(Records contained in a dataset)

--- START ---

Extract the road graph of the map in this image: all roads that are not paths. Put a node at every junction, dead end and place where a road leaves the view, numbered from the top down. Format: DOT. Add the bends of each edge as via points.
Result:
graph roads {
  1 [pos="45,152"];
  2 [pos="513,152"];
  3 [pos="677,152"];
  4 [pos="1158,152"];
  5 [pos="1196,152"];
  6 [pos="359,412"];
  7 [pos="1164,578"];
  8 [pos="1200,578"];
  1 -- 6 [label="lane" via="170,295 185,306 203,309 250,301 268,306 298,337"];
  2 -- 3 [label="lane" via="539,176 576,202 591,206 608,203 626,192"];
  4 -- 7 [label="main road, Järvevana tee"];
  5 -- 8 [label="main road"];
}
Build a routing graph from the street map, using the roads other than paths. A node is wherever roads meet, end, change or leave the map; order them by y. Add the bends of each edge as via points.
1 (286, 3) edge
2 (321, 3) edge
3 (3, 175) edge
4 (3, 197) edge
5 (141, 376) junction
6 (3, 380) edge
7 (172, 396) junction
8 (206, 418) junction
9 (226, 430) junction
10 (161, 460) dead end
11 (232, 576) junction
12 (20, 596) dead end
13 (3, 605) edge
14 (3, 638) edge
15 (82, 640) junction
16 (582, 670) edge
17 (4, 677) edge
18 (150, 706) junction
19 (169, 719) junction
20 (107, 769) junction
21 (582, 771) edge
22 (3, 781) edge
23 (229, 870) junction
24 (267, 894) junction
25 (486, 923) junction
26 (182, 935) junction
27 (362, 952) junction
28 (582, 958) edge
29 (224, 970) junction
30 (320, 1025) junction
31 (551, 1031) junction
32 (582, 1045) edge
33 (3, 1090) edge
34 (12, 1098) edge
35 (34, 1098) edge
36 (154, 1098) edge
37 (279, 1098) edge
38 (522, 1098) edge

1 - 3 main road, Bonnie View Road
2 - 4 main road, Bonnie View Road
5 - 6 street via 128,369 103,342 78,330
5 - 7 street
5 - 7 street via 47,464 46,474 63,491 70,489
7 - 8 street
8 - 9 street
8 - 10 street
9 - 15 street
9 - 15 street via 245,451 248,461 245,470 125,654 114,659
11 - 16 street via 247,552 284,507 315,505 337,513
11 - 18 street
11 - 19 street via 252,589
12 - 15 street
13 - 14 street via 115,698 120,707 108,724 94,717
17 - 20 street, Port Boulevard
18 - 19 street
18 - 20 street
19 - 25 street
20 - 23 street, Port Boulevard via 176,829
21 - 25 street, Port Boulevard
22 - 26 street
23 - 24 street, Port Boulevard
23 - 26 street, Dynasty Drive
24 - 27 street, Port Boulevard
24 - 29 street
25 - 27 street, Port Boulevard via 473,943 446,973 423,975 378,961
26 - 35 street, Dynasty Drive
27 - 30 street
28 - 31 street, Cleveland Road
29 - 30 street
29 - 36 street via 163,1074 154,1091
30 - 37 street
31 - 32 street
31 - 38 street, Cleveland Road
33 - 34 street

--- END ---

• [Required action] Please print out every record exactly as it is written.

• [Solution to this problem]
Extract the road graph of the map in this image: all roads that are not paths. Put a node at every junction, dead end and place where a road leaves the view, numbered from the top down. Format: DOT. Add the bends of each edge as via points.
Result:
graph roads {
  1 [pos="45,152"];
  2 [pos="513,152"];
  3 [pos="677,152"];
  4 [pos="1158,152"];
  5 [pos="1196,152"];
  6 [pos="359,412"];
  7 [pos="1164,578"];
  8 [pos="1200,578"];
  1 -- 6 [label="lane" via="170,295 185,306 203,309 250,301 268,306 298,337"];
  2 -- 3 [label="lane" via="539,176 576,202 591,206 608,203 626,192"];
  4 -- 7 [label="main road, Järvevana tee"];
  5 -- 8 [label="main road"];
}
Build a routing graph from the street map, using the roads other than paths. A node is wherever roads meet, end, change or leave the map; order them by y. Add the bends of each edge as via points.
1 (286, 3) edge
2 (321, 3) edge
3 (3, 175) edge
4 (3, 197) edge
5 (141, 376) junction
6 (3, 380) edge
7 (172, 396) junction
8 (206, 418) junction
9 (226, 430) junction
10 (161, 460) dead end
11 (232, 576) junction
12 (20, 596) dead end
13 (3, 605) edge
14 (3, 638) edge
15 (82, 640) junction
16 (582, 670) edge
17 (4, 677) edge
18 (150, 706) junction
19 (169, 719) junction
20 (107, 769) junction
21 (582, 771) edge
22 (3, 781) edge
23 (229, 870) junction
24 (267, 894) junction
25 (486, 923) junction
26 (182, 935) junction
27 (362, 952) junction
28 (582, 958) edge
29 (224, 970) junction
30 (320, 1025) junction
31 (551, 1031) junction
32 (582, 1045) edge
33 (3, 1090) edge
34 (12, 1098) edge
35 (34, 1098) edge
36 (154, 1098) edge
37 (279, 1098) edge
38 (522, 1098) edge

1 - 3 main road, Bonnie View Road
2 - 4 main road, Bonnie View Road
5 - 6 street via 128,369 103,342 78,330
5 - 7 street
5 - 7 street via 47,464 46,474 63,491 70,489
7 - 8 street
8 - 9 street
8 - 10 street
9 - 15 street
9 - 15 street via 245,451 248,461 245,470 125,654 114,659
11 - 16 street via 247,552 284,507 315,505 337,513
11 - 18 street
11 - 19 street via 252,589
12 - 15 street
13 - 14 street via 115,698 120,707 108,724 94,717
17 - 20 street, Port Boulevard
18 - 19 street
18 - 20 street
19 - 25 street
20 - 23 street, Port Boulevard via 176,829
21 - 25 street, Port Boulevard
22 - 26 street
23 - 24 street, Port Boulevard
23 - 26 street, Dynasty Drive
24 - 27 street, Port Boulevard
24 - 29 street
25 - 27 street, Port Boulevard via 473,943 446,973 423,975 378,961
26 - 35 street, Dynasty Drive
27 - 30 street
28 - 31 street, Cleveland Road
29 - 30 street
29 - 36 street via 163,1074 154,1091
30 - 37 street
31 - 32 street
31 - 38 street, Cleveland Road
33 - 34 street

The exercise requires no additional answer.